На следующий день мы встречались с синьором Фраголли в половине второго у Центрального военно-морского музея, который он упорно называл биржей.

Музей располагается на восточной стороне одного из сотни островов, из которых и состоит Ленинград; соединяют их между собой шестьсот двадцать мостов. Здесь Нева достигает своей предельной ширины.

Над скованной льдом рекой дул холодный ветер, порывы которого долетали до Петропавловской крепости. Итальянец несколько задержался и появился, рассыпая поклоны и извинения. Он возглавил нашу процессию, спустившись на твердый лед, который тянулся до северного берега. До Кировского моста нам предстояло пройти немалое расстояние, и мы двинулись по протоптанной тропинке. Женщина в тяжелом тулупе, с шарфом на голове и меховых сапогах, терпеливо подергивала леску, опущенную в круглую дырку во льду. Ребенок рядом с ней навел на нас пластмассовый пистолет и изобразил звук выстрела, но женщина приструнила его и улыбнулась нам. Улова у нее не было или же она бросала его обратно в воду. Когда мы оставили ее далеко позади, синьор Фраголли заметил:

— Лицо города изменилось. Вы обратили на это внимание?

— Да, — согласился Харви. Он держал голову низко опущенной, словно даже тут, на льду, наш разговор мог быть перехвачен параболической антенной с направленным микрофоном.

— Надеюсь, что ни одно из них вы не разбили?

— Нет. Я был очень осторожен, — сказал Харви.

Мне не требовалось лишних доказательств, дабы убедиться, что полдюжины яиц, украденных у меня в лондонском аэропорту, находятся у Харви. Я ничего не сказал. Им еще доведется испытать удивление, когда они присмотрятся к этим яйцам из буфета. И у Харви, и у Фраголли оказались одинаковые черные чемоданчики.

— Обменяемся за ленчем, — предложил Фраголли. И 6т души расхохотался, блеснув полным набором зубов.

Я предположил, что если кто-то наблюдает за нами с берега, это введет его в заблуждение.

— Один из вас, — продолжая улыбаться, сказал он, — отправится в Ригу.

— Поедет Демпси, — ответил Харви. — Я должен быть здесь.

— Меня не волнует, кто из вас, — заметил Фраголли. На ходу он пристроился поближе ко мне. — Завтра вы едете в Латвию. Рейс 392-й, отправление без десяти три. Остановитесь в гостинице «Рига». С вами выйдут на связь. — Он повернулся к Харви: — Вы ввели его фотографию в «Мозг»?

— Да, — кивнул Харви.

— Отлично, — одобрил Фраголли. — Человек, который найдет вас, будет знать, как вы выглядите.

— Но я-то его знать не буду?

— Конечно, так безопаснее.

— Нет, только не для меня, — возразил я. — Мне не нравится идея, что любой из ваших бездельников может обнаружить мое фото.

— Ни один из снимков не выдается просто так, — успокоил меня Харви. — Человек, который выйдет на контакт, скорее всего, будет среди пассажиров самолета.

— И как, по вашему мнению, я должен действовать? — спросил я. — Обзавестись бинтами и гипсовой шиной?

— Чем скорее ты вобьешь себе в голову, что в этой организации исключены любые ошибки, тем скорее ты расслабишься и перестанешь подкалывать меня, — нетерпеливо заявил Харви.

Поскольку эти слова, по всей видимости, были предназначены, чтобы ублаготворить синьора Фраголли, я сказал всего лишь «о'кей».

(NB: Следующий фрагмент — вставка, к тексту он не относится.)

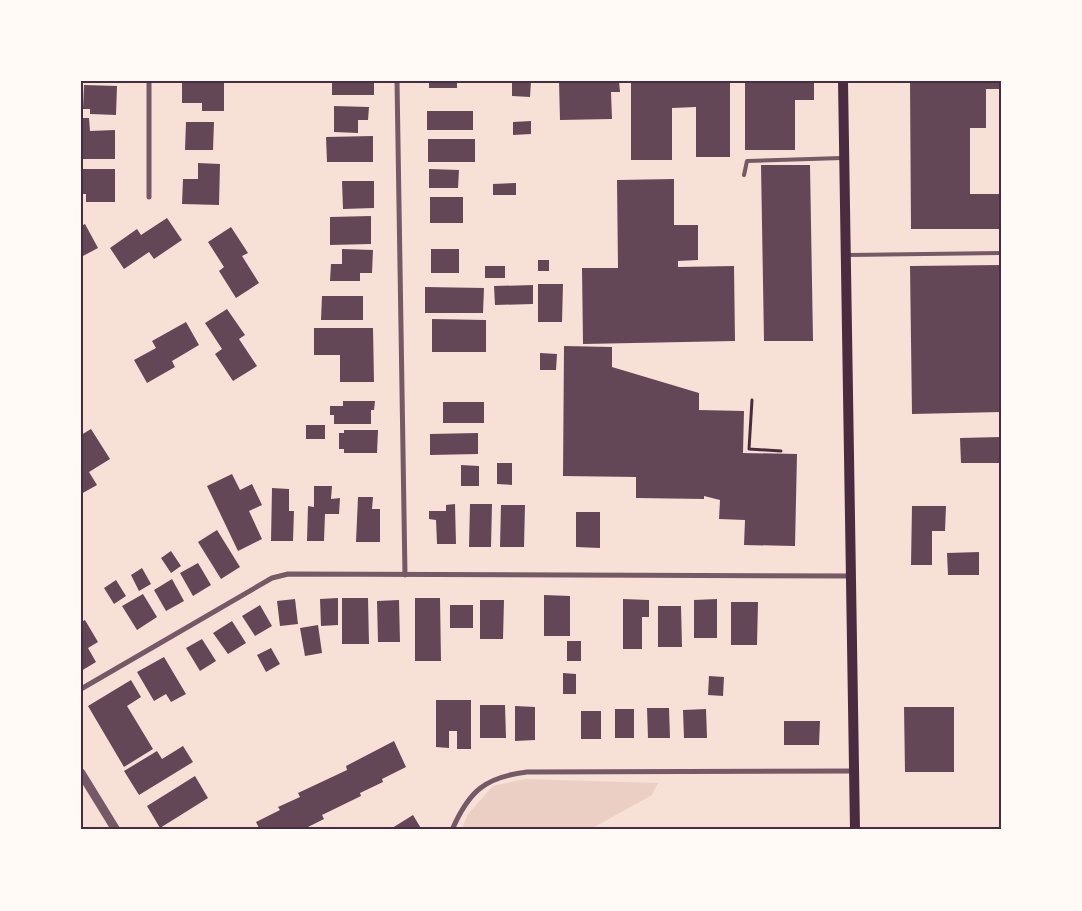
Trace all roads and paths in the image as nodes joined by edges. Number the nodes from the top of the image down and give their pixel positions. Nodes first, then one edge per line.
1 (149, 81) edge
2 (397, 81) edge
3 (844, 81) edge
4 (845, 158) junction
5 (744, 174) dead end
6 (149, 197) dead end
7 (1001, 253) edge
8 (846, 255) junction
9 (752, 400) dead end
10 (781, 451) dead end
11 (405, 574) junction
12 (852, 576) junction
13 (81, 689) edge
14 (855, 771) junction
15 (81, 773) edge
16 (116, 830) edge
17 (452, 830) edge
18 (855, 830) edge

1 - 6 street
2 - 11 street
3 - 4 main road
4 - 5 lane
4 - 8 main road
7 - 8 lane
8 - 12 main road
9 - 10 path
11 - 12 street
11 - 13 street
12 - 14 main road
14 - 17 street
14 - 18 main road
15 - 16 street

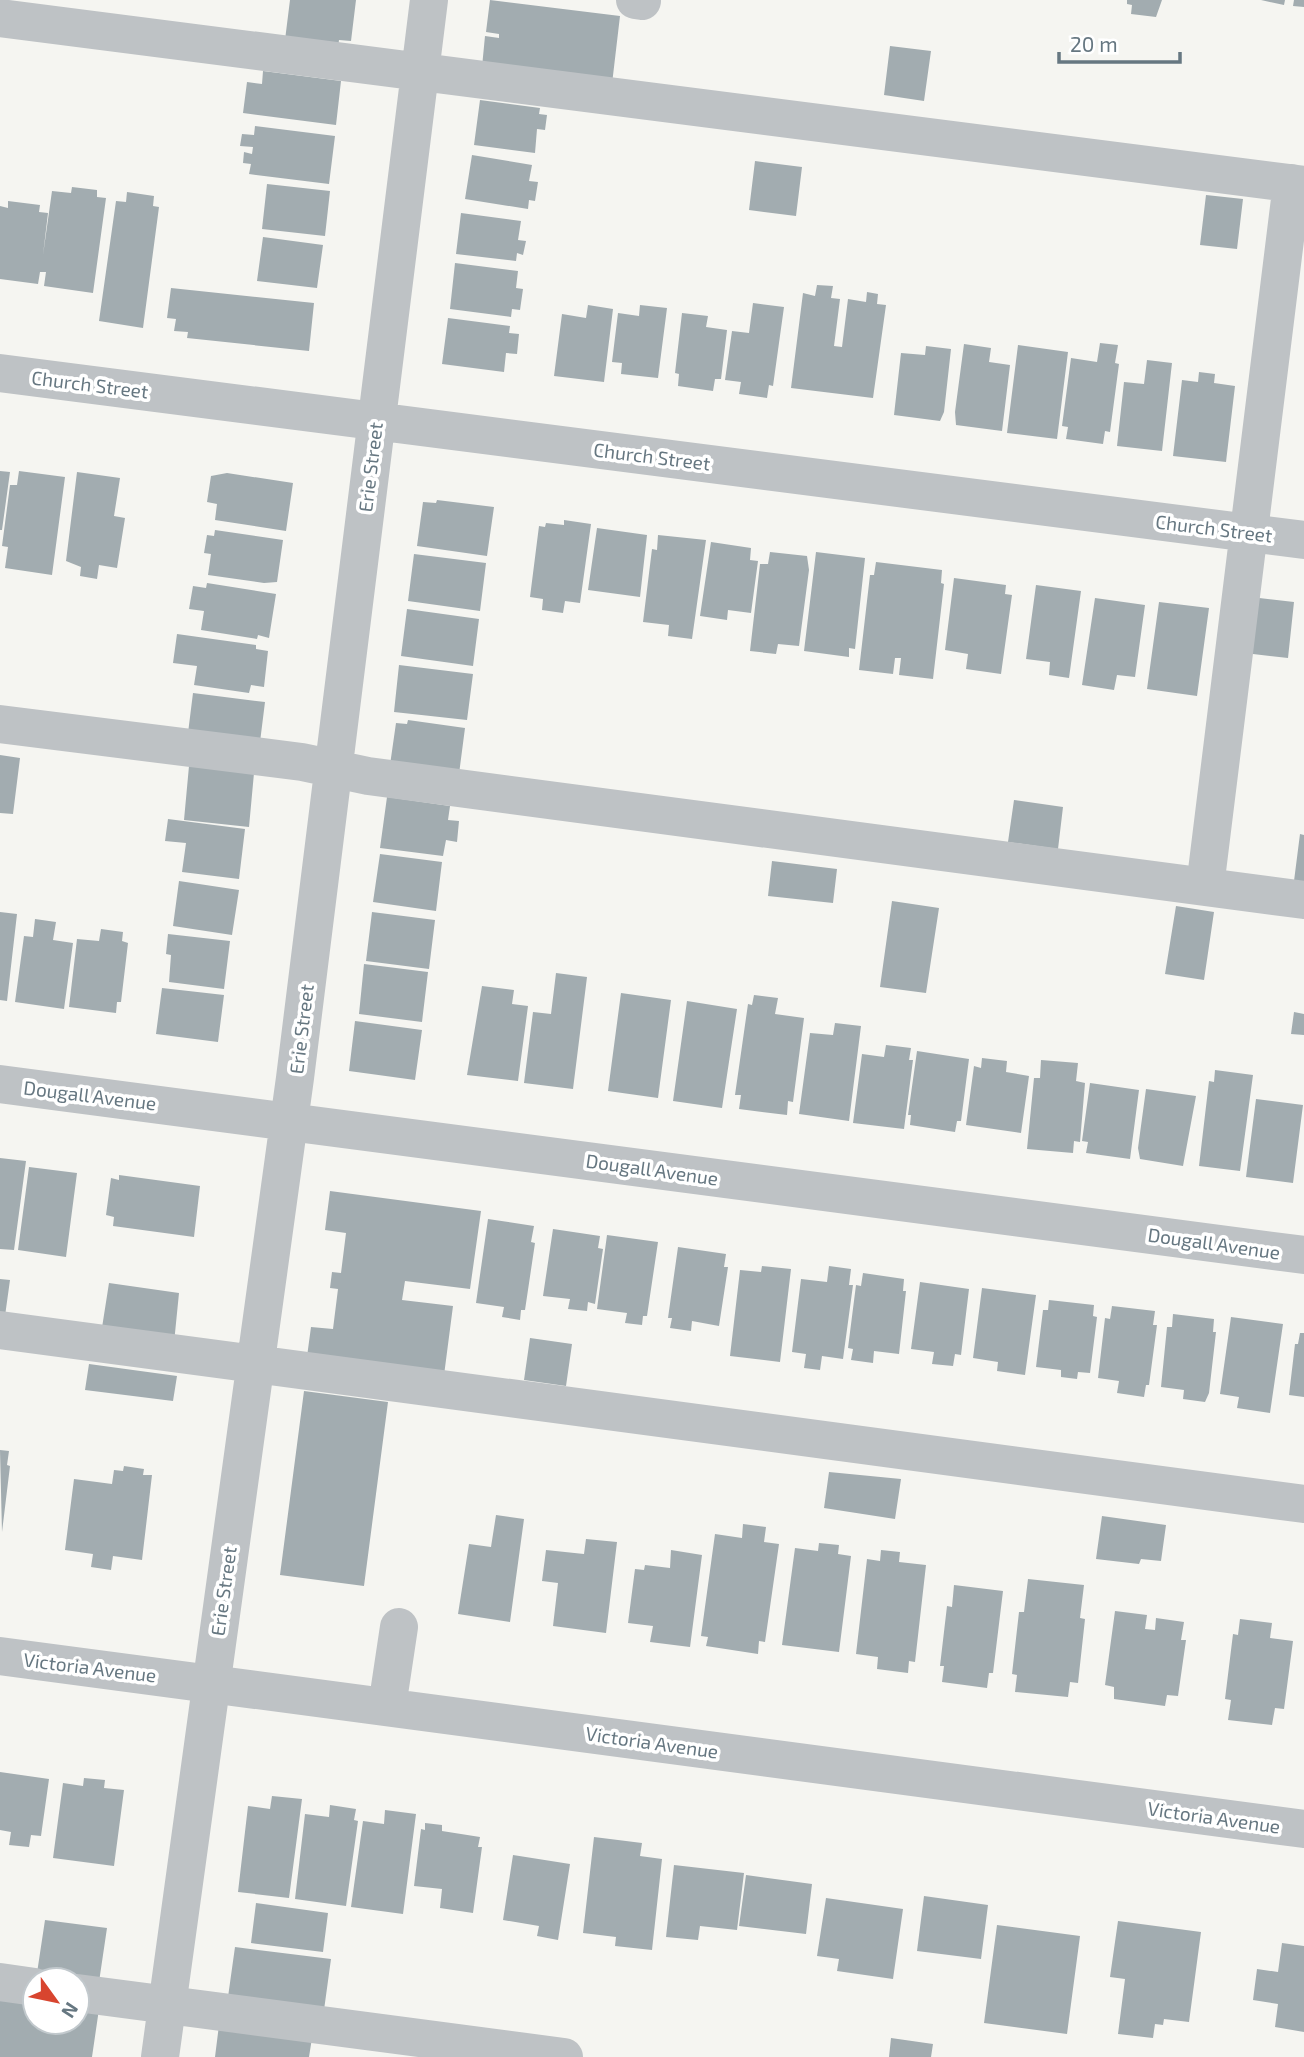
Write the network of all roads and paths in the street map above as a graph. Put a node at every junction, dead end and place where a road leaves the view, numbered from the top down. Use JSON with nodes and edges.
{"nodes":[{"id":1,"x":429,"y":0,"type":"edge"},
{"id":2,"x":635,"y":0,"type":"edge"},
{"id":3,"x":642,"y":1,"type":"edge"},
{"id":4,"x":0,"y":18,"type":"edge"},
{"id":5,"x":421,"y":71,"type":"junction"},
{"id":6,"x":1298,"y":184,"type":"edge"},
{"id":7,"x":0,"y":373,"type":"edge"},
{"id":8,"x":376,"y":421,"type":"junction"},
{"id":9,"x":1249,"y":533,"type":"junction"},
{"id":10,"x":1304,"y":540,"type":"edge"},
{"id":11,"x":0,"y":724,"type":"edge"},
{"id":12,"x":333,"y":769,"type":"junction"},
{"id":13,"x":1205,"y":887,"type":"junction"},
{"id":14,"x":1304,"y":900,"type":"edge"},
{"id":15,"x":0,"y":1084,"type":"edge"},
{"id":16,"x":288,"y":1120,"type":"junction"},
{"id":17,"x":1304,"y":1255,"type":"edge"},
{"id":18,"x":0,"y":1330,"type":"edge"},
{"id":19,"x":254,"y":1364,"type":"junction"},
{"id":20,"x":1304,"y":1504,"type":"edge"},
{"id":21,"x":399,"y":1627,"type":"dead end"},
{"id":22,"x":0,"y":1656,"type":"edge"},
{"id":23,"x":210,"y":1683,"type":"junction"},
{"id":24,"x":387,"y":1707,"type":"junction"},
{"id":25,"x":1304,"y":1829,"type":"edge"},
{"id":26,"x":0,"y":1982,"type":"edge"},
{"id":27,"x":21,"y":1985,"type":"edge"},
{"id":28,"x":91,"y":1995,"type":"edge"},
{"id":29,"x":167,"y":2004,"type":"junction"},
{"id":30,"x":159,"y":2057,"type":"edge"},
{"id":31,"x":564,"y":2057,"type":"edge"}],
"edges":[{"from":1,"to":5,"type":"street","name":"Erie Street"},
{"from":2,"to":3,"type":"street"},
{"from":4,"to":5,"type":"street"},
{"from":5,"to":6,"type":"street"},
{"from":5,"to":8,"type":"street","name":"Erie Street"},
{"from":6,"to":9,"type":"street"},
{"from":7,"to":8,"type":"street","name":"Church Street"},
{"from":8,"to":9,"type":"street","name":"Church Street"},
{"from":8,"to":12,"type":"street","name":"Erie Street"},
{"from":9,"to":10,"type":"street","name":"Church Street"},
{"from":9,"to":13,"type":"street"},
{"from":11,"to":12,"type":"street"},
{"from":12,"to":13,"type":"street"},
{"from":12,"to":16,"type":"street","name":"Erie Street"},
{"from":13,"to":14,"type":"street"},
{"from":15,"to":16,"type":"street","name":"Dougall Avenue"},
{"from":16,"to":17,"type":"street","name":"Dougall Avenue"},
{"from":16,"to":19,"type":"street","name":"Erie Street"},
{"from":18,"to":19,"type":"street"},
{"from":19,"to":20,"type":"street"},
{"from":19,"to":23,"type":"street","name":"Erie Street"},
{"from":21,"to":24,"type":"street"},
{"from":22,"to":23,"type":"street","name":"Victoria Avenue"},
{"from":23,"to":24,"type":"street","name":"Victoria Avenue"},
{"from":23,"to":29,"type":"street","name":"Erie Street"},
{"from":24,"to":25,"type":"street","name":"Victoria Avenue"},
{"from":26,"to":27,"type":"street"},
{"from":28,"to":29,"type":"street"},
{"from":29,"to":30,"type":"street","name":"Erie Street"},
{"from":29,"to":31,"type":"street"}]}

— Вам придется выучить наизусть две тысячи слов, — предупредил синьор Фраголли. — Справитесь?

— Не дословно, — слабо запротестовал я. — Слово в слово не получится.

— И не надо, — улыбнулся Фраголли. — Только формулы — довольно короткие — будут нуждаться в дословной передаче.

— Это получится, — согласился я и подумал, как им удастся раздобыть мне визу в Ригу, но спрашивать не стал.

Мы добрались до вмерзшего в лед судна. Его высокий борт украшали деревянные галерейки и иллюминаторы с занавесками. Поднявшись на борт, мы миновали груды пустых ящиков из-под пива и лимонада и услышали за собой оклик:

— Товарищ! — В голосе звучали угрожающие нотки. — Товарищ! — повторился зов снова.

— Он волнуется потому, что мы не оставили ему верхнюю одежду, — предположил Фраголли. — Тут считается некультурным заходить куда-либо в пальто.

Плавучий ресторан мало чем отличался от всех прочих аналогичных заведений. Столовые приборы, как и посуда, меню, да и сами официанты — все здесь носило марку одного и того же государственного предприятия.

Мы ели бульон с пирожками, и Фраголли рассказывал, что сегодня утром он успел продать партию поясов.

— Вы не имеете представления, до чего толковы эти русские; может, они въедливы и неискренни, но уж умны, это да. Я продаю свои товары во многих западных странах, но эти русские... — Он поцеловал кончики пальцев, демонстрируя свое восхищение, и понизил голос до конспиративного шепота. — Мы заключили сделку. Другие клиенты просто называют мне количество и дату, к которой надлежит поставить восемь тысяч подвязок модели 6а таких-то и таких-то размеров. Но только не русские. Они хотят, чтобы застежка была на дюйм ниже, они хотят двойные швы.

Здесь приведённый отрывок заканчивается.